Method: At a Spanish general hospital, the recruitment included 417 patients with suicide attempt history (138 men and 279 women), 155 psychiatric inpatient controls without suicide history (68 men and 87 women), and 358 healthy controls (220 men and 138 women). All participants were aged 18 years or older. To study the association between low serum cholesterol levels (fasting < 160 mg/dL) and suicide attempts, odds ratios (ORs) and 95% confidence intervals (CIs) were calculated in univariate analyses. Logistic regression models adjusted ORs for confounding variables in male, female, and total samples. The study was conducted from January 1996 to December 1997.
Results: The ORs in the total sample (for psychiatric and healthy controls respectively) were 1.8 (95% CI = 1.2 to 2.9, p = .007) and 1.9 (95% CI = 1.4 to 2.6, p < .001) for the univariate analyses, and 1.6 (95% CI = 0.95 to 2.6, p = .08) and 1.6 (95% CI = 1.0 to 2.4, p = .04) after variable adjustment.

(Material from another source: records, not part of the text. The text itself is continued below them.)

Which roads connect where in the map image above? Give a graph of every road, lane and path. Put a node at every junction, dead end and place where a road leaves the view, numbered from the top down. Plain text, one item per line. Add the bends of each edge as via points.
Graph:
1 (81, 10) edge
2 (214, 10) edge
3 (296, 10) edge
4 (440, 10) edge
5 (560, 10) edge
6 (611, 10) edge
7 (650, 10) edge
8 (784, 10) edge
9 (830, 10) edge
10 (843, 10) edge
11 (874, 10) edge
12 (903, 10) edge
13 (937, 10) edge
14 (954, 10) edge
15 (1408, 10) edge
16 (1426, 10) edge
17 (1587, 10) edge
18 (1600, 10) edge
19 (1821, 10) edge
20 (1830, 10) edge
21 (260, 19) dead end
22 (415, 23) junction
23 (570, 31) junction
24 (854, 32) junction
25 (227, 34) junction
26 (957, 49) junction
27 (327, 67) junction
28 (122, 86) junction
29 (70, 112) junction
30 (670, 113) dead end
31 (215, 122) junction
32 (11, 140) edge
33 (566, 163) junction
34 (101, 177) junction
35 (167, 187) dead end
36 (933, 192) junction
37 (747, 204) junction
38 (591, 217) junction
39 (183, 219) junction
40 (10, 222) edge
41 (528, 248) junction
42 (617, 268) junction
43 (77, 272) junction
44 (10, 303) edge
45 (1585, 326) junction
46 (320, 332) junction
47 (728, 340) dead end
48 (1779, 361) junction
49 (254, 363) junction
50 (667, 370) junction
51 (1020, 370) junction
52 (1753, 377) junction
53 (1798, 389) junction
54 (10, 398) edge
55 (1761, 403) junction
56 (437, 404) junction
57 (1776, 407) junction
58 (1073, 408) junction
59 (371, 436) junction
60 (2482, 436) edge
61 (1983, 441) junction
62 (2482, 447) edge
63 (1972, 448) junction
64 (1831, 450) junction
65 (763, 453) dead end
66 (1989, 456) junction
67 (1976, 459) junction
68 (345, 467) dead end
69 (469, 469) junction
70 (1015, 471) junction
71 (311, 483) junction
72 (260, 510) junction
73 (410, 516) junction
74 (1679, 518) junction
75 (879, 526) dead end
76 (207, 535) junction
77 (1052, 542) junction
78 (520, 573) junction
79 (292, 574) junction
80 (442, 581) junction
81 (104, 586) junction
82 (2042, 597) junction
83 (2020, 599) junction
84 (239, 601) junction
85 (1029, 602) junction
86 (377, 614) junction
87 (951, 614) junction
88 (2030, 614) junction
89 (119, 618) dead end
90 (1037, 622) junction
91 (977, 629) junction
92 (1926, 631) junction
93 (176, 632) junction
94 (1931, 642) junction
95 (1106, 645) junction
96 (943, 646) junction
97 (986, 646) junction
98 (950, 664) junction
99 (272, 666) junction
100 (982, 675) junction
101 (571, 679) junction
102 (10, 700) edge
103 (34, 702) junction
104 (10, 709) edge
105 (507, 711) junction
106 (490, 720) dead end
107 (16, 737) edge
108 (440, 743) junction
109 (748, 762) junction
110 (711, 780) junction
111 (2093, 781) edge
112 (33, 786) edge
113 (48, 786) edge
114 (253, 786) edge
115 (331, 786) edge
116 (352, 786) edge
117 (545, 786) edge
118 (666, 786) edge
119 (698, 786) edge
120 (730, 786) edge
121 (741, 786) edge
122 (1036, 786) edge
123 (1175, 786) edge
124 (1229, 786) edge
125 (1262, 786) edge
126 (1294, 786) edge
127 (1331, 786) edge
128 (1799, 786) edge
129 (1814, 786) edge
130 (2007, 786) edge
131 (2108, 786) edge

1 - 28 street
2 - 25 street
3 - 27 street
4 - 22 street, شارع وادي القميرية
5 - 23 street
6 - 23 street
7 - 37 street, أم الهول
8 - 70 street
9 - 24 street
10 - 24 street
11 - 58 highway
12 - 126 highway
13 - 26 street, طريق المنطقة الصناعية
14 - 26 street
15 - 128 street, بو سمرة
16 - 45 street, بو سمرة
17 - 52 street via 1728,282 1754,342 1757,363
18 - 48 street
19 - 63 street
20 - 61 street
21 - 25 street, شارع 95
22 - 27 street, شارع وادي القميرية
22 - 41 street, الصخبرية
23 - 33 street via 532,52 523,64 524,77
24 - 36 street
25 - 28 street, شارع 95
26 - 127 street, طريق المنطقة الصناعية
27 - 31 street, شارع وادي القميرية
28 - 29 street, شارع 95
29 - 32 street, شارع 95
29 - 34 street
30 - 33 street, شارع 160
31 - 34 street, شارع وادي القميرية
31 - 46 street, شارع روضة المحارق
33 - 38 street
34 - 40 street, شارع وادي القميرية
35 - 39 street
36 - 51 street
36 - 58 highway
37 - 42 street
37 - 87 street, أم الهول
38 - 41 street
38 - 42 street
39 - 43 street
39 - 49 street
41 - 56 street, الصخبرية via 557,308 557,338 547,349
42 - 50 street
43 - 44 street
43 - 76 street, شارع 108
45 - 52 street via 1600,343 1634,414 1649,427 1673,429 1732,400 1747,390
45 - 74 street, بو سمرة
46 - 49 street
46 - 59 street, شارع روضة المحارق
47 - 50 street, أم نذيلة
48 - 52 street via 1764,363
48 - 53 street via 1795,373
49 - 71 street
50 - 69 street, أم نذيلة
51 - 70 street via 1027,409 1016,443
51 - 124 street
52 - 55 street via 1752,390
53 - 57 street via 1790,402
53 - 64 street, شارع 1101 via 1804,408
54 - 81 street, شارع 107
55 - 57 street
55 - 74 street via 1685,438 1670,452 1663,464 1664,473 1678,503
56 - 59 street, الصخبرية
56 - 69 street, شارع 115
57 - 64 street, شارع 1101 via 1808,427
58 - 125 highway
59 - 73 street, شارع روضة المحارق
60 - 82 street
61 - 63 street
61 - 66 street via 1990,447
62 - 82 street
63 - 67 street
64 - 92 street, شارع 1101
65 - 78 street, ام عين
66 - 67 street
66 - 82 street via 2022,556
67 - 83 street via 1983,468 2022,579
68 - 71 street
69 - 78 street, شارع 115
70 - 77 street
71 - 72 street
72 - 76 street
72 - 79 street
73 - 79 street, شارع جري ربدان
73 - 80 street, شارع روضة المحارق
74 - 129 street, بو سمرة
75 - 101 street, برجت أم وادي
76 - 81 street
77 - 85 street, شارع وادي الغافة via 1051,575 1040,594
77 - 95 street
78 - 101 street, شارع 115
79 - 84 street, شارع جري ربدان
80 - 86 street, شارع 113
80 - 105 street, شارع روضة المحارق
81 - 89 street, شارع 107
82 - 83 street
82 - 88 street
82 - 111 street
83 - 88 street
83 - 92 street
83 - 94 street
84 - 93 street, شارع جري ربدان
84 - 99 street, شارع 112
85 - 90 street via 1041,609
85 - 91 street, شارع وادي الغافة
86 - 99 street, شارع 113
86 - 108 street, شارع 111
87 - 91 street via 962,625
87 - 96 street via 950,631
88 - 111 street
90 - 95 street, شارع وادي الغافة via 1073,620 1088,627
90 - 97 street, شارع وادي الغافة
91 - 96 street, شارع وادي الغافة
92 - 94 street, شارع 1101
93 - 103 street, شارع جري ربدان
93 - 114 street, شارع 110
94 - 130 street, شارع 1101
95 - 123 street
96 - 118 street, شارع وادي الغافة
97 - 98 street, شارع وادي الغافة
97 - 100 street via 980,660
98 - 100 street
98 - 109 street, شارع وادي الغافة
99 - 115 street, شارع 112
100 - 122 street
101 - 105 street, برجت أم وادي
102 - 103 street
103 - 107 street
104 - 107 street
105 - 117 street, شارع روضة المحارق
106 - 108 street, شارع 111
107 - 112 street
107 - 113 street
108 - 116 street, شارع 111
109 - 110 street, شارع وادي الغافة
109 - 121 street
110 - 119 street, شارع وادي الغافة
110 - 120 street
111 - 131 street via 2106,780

In women, the adjusted OR was 1.8 (95% CI = 0.90 to 3.5, p = .09) for psychiatric controls. In men, the adjusted OR was 2.0 (95% CI = 0.99 to 4.1, p = .05) for healthy controls. All ORs were in the hypothesized direction but some subsamples appeared too small to reach significance.
Conclusion: This study, somewhat limited by the small sample size, suggests that low cholesterol may be associated with suicide attempts. Low cholesterol level in suicide attempts may be more important from a pathophysiologic than from a diagnostic point of view.